=== Work request ===
In the listing below, locate the line containing "M77 903 82 866" and the line containing "934 153 966". Output both of them and every line between, exactly as written, and nothing more.

=== Provided data ===
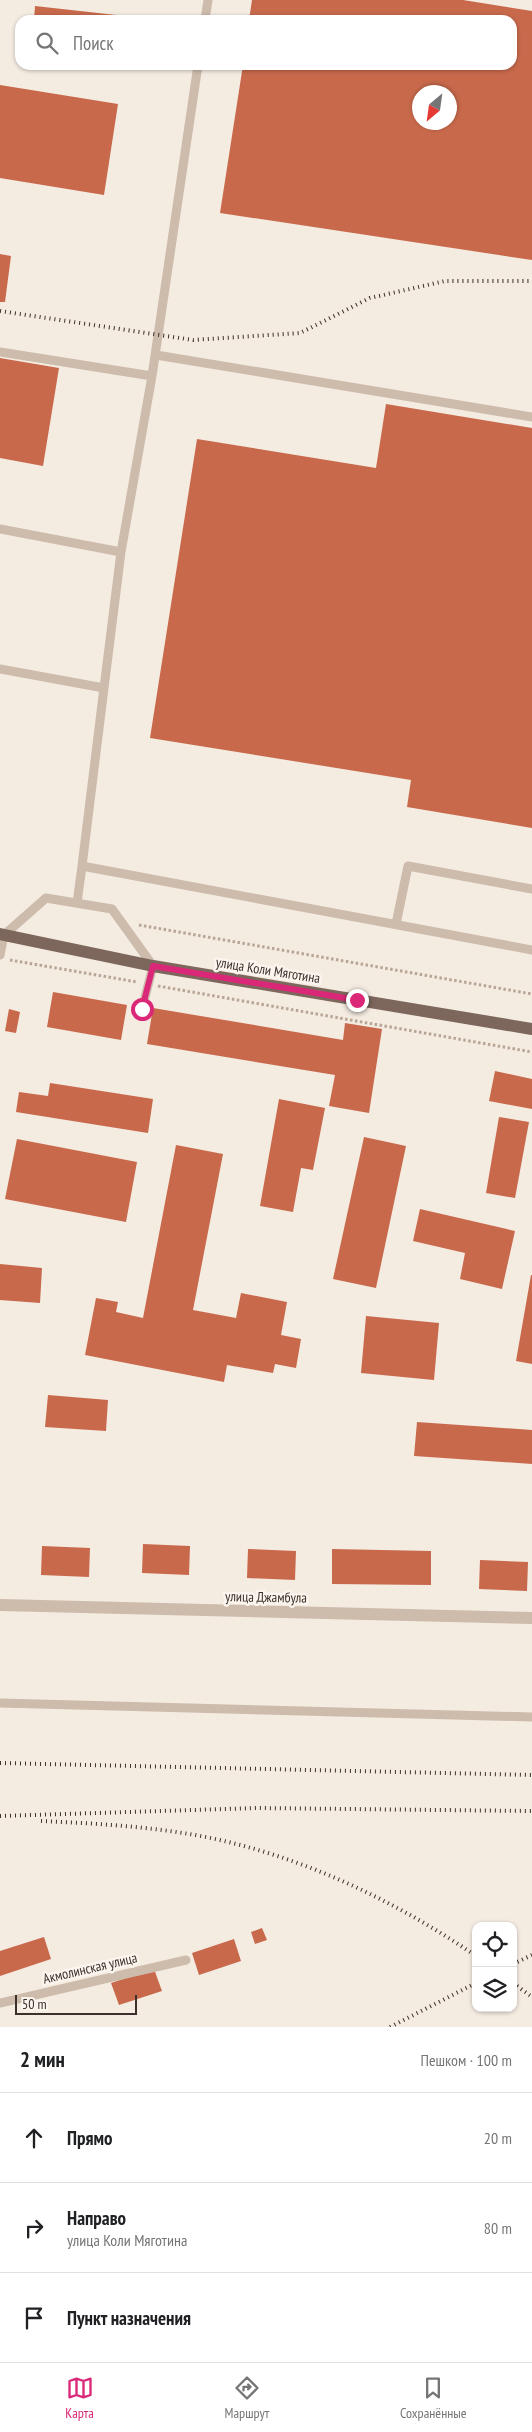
<!DOCTYPE html>
<html lang="ru">
<meta charset="utf-8">
<style>
body{margin:0;font-family:"PT Sans Narrow",sans-serif;background:#f6f6f6;color:#202124}
.controls{position:absolute;right:15px;bottom:15px;display:grid;overflow:hidden;border-radius:10px;box-shadow:0 1px 4px #0004}
.controls button{width:45px;height:45px;display:grid;place-items:center;padding:0;border:0;border-bottom:1px solid #e0e0e0;background:#fff;color:#202124;font:25px sans-serif}
.compass{position:absolute;left:412px;top:85px;width:45px;height:45px;border-radius:50%;background:#fff;box-shadow:0 1px 4px #0004;rotate:209deg}
.scale{position:absolute;left:15px;bottom:12px;width:122px;box-sizing:border-box;padding-left:5px;border:2px solid #3b302b;border-top:0;font-size:14px;line-height:18px;white-space:nowrap;color:#3b302b;-webkit-text-stroke:4px #fbf5ee;paint-order:stroke}
.stop{position:absolute;width:15px;height:15px;margin:-11px;border:4px solid #db2777;border-radius:50%;background:#fff}
.stop.end{background:#db2777;border-color:#fff;box-shadow:0 1px 5px #0008}
.list{margin:0;padding:0;list-style:none}
h2{display:flex;justify-content:space-between;align-items:center;height:65px;margin:0;padding:0 20px;font-size:21px}
h2 small{font-size:16px;font-weight:400;color:#757577}
.list li{display:grid;grid-template-columns:32px 1fr auto;gap:15px;align-items:center;box-sizing:border-box;height:90px;padding:0 20px;border-top:1px solid #e0e0e0}
.list b{display:block;font-size:19px;white-space:nowrap}
.list p{margin:0;font-size:16px;white-space:nowrap;color:#757577}
.list em{font-size:16px;font-style:normal;color:#757577}
.icon{flex:none;width:28px;height:28px;fill:none;stroke:currentColor;stroke-width:2;stroke-linecap:round;stroke-linejoin:round}
.map{position:relative;flex:none;width:532px;height:2027px;overflow:hidden}
.search{position:absolute;background:#fff;box-shadow:0 1px 4px #0004;left:15px;right:15px;top:15px;height:55px;display:flex;align-items:center;gap:12px;box-sizing:border-box;padding:0 18px;border-radius:15px;color:#757577;font-size:19px}
.sheet{height:335px;background:#fff}
nav{display:flex;justify-content:space-around;align-items:center;box-sizing:border-box;height:70px;border-top:1px solid #e0e0e0;background:#fff;font-size:14px;color:#757577}
nav a{display:grid;justify-items:center;gap:2px}
nav .on{color:#db2777}
.map>svg:first-child{display:block}
</style>
<div class="map">
<svg width="532" height="2027" viewBox="0 0 532 2027">
<rect width="100%" height="100%" fill="#f4ebe1"/>
<path fill="#c8694b" fill-rule="evenodd" d="M252 0H463L532 11V260L220 213 243 65H512V20H249ZM420 92H450V122H420Z
M35 6 125 16 124 20H34Z
M0 85 118 104 104 195 0 178Z
M0 254 11 256 5 302H0Z
M0 358 59 368 43 466 0 458Z
M386 404 532 428V828L407 807 411 780 150 738 197 439 376 468Z
M53 992 127 1005 121 1040 47 1027Z
M153 1008 343 1040 345 1023 382 1029 369 1113 329 1106 335 1075 147 1044Z
M9 1009 20 1012 16 1033 5 1031Z
M495 1071 532 1079V1109L489 1101Z
M50 1083 153 1099 148 1133 16 1112 19 1092 48 1096Z
M279 1099 325 1108 313 1170 301 1168 293 1212 260 1206Z
M499 1117 529 1122 515 1198 486 1193Z
M364 1137 406 1146 376 1288 333 1279Z
M17 1139 137 1162 126 1222 5 1199Z
M176 1145 223 1154 193 1310 236 1318 241 1293 287 1302 281 1335 301 1339 296 1368 275 1364 273 1373 227 1365 224 1382 85 1355 96 1298 118 1302 116 1312 143 1318Z
M420 1209 515 1231 502 1289 460 1279 465 1253 413 1241Z
M0 1264 42 1268 40 1303 0 1300Z
M531 1275H532V1364L516 1361Z
M366 1316 439 1323 434 1380 361 1373Z
M48 1395 108 1400 106 1431 45 1427Z
M417 1422 532 1430V1464L414 1456Z
M143 1544 190 1546 189 1575 142 1573Z
M42 1546 90 1548 89 1577 41 1575Z
M248 1549 296 1551 295 1580 247 1578Z
M332 1549 431 1551V1585L332 1584Z
M480 1560 528 1562 527 1591 479 1589Z
M262 1928 267 1940 255 1944 251 1932Z
M44 1937 51 1959 0 1976V1951Z
M234 1939 241 1961 199 1975 192 1953Z
M154 1969 162 1991 119 2005 111 1983Z"/>
<g fill="none" stroke-linecap="round" stroke-linejoin="round">
<path stroke="#b9a596" stroke-width="3" stroke-dasharray="2.5 2.5" stroke-linecap="butt" d="M139 925 532 994
M10 960 137 982
M158 986 532 1052"/>
<path stroke="#cdbbac" stroke-width="9" d="M205 20 208 0
M0 352 152 376 121 552 104 688 0 669
M156 355 532 417
M152 376 198 65
M0 529 121 552
M104 688 82 866 532 950
M77 903 82 866
M396 924 408 866 532 889
M0 955 4 935 46 898 112 909 153 966 142 1009
M0 1703 532 1717
M0 2003 186 1960"/>
<path stroke="#cdbbac" stroke-width="12" d="M0 1605 532 1618"/>
<path stroke="#7d675c" stroke-width="12" d="M0 934 153 966 532 1029"/>
<path stroke="#3b302b" stroke-width="4" stroke-dasharray="1 4" stroke-linecap="butt" d="M0 311 193 340 300 333 370 298 445 281H532
M0 1763 532 1775
M0 1816 257 1808 532 1811
M41 1821C109 1824 179 1828 244 1846 326 1868 406 1908 476 1956
M513 1964 532 1955
M513 1983 532 1997
M390 2027 476 1983"/>
</g>
<g fill="none" stroke-linecap="round" stroke-linejoin="round">
<path stroke="#db2777" stroke-width="6" d="M142 1009 153 966 357 1000"/>
</g>
<g text-anchor="middle" dominant-baseline="central" stroke-width="5" stroke-linejoin="round" paint-order="stroke">
<g font-size="14" fill="#3b302b" stroke="#fbf5ee">
<text transform="translate(268 970) rotate(9)">улица Коли Мяготина</text>
<text transform="translate(266 1597) rotate(1)">улица Джамбула</text>
<text transform="translate(90 1968) rotate(-13)">Акмолинская улица</text>
</g>
</g>
</svg>
<div class="controls">
<button><svg class="icon" aria-label="locate" viewBox="0 0 24 24"><circle cx="12" cy="12" r="6"/><path d="M12 2v4M12 18v4M2 12h4M18 12h4"/></svg></button>
<button><svg class="icon" aria-label="layers" viewBox="0 0 24 24"><path d="M12 4l9 5-9 5-9-5zM3 14l9 5 9-5"/></svg></button>
</div>
<svg class="compass" viewBox="-18 -18 36 36"><path d="M0-13l5 13h-10z" fill="#e53935"/><path d="M0 13l5-13h-10z" fill="#757577"/></svg>
<div class="scale">50 m</div>
<div class="stop" style="left:142px;top:1009px"></div>
<div class="stop end" style="left:357px;top:1000px"></div>
<div class="search"><svg class="icon" aria-label="search" viewBox="0 0 24 24"><circle cx="10" cy="10" r="6"/><path d="M15 15l6 6"/></svg>Поиск</div>
</div>
<section class="sheet">
<h2>2 мин<small>Пешком · 100 m</small></h2>
<ul class="list">
<li><svg class="icon" aria-label="ahead" viewBox="0 0 24 24"><path d="M12 20V5M6 11l6-6 6 6"/></svg><div><b>Прямо</b></div><em>20 m</em></li>
<li><svg class="icon" aria-label="right" viewBox="0 0 24 24"><path d="M7 20v-9h11M14 6l5 5-5 5"/></svg><div><b>Направо</b><p>улица Коли Мяготина</p></div><em>80 m</em></li>
<li><svg class="icon" aria-label="arrive" viewBox="0 0 24 24"><path d="M6 21V4h12l-3 4 3 4H6"/></svg><div><b>Пункт назначения</b></div></li>
</ul>
</section>
<nav>
<a class="on"><svg class="icon" aria-label="map" viewBox="0 0 24 24"><path d="M3 6l6-2 6 2 6-2v14l-6 2-6-2-6 2zM9 4v14M15 6v14"/></svg>Карта</a>
<a><svg class="icon" aria-label="directions" viewBox="0 0 24 24"><path d="M12 3l9 9-9 9-9-9zM9 14v-3h6M13 9l2 2-2 2"/></svg>Маршрут</a>
<a><svg class="icon" aria-label="saved" viewBox="0 0 24 24"><path d="M7 4h10v16l-5-4-5 4z"/></svg>Сохранённые</a>
</nav>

=== Expected answer ===
M77 903 82 866
M396 924 408 866 532 889
M0 955 4 935 46 898 112 909 153 966 142 1009
M0 1703 532 1717
M0 2003 186 1960"/>
<path stroke="#cdbbac" stroke-width="12" d="M0 1605 532 1618"/>
<path stroke="#7d675c" stroke-width="12" d="M0 934 153 966 532 1029"/>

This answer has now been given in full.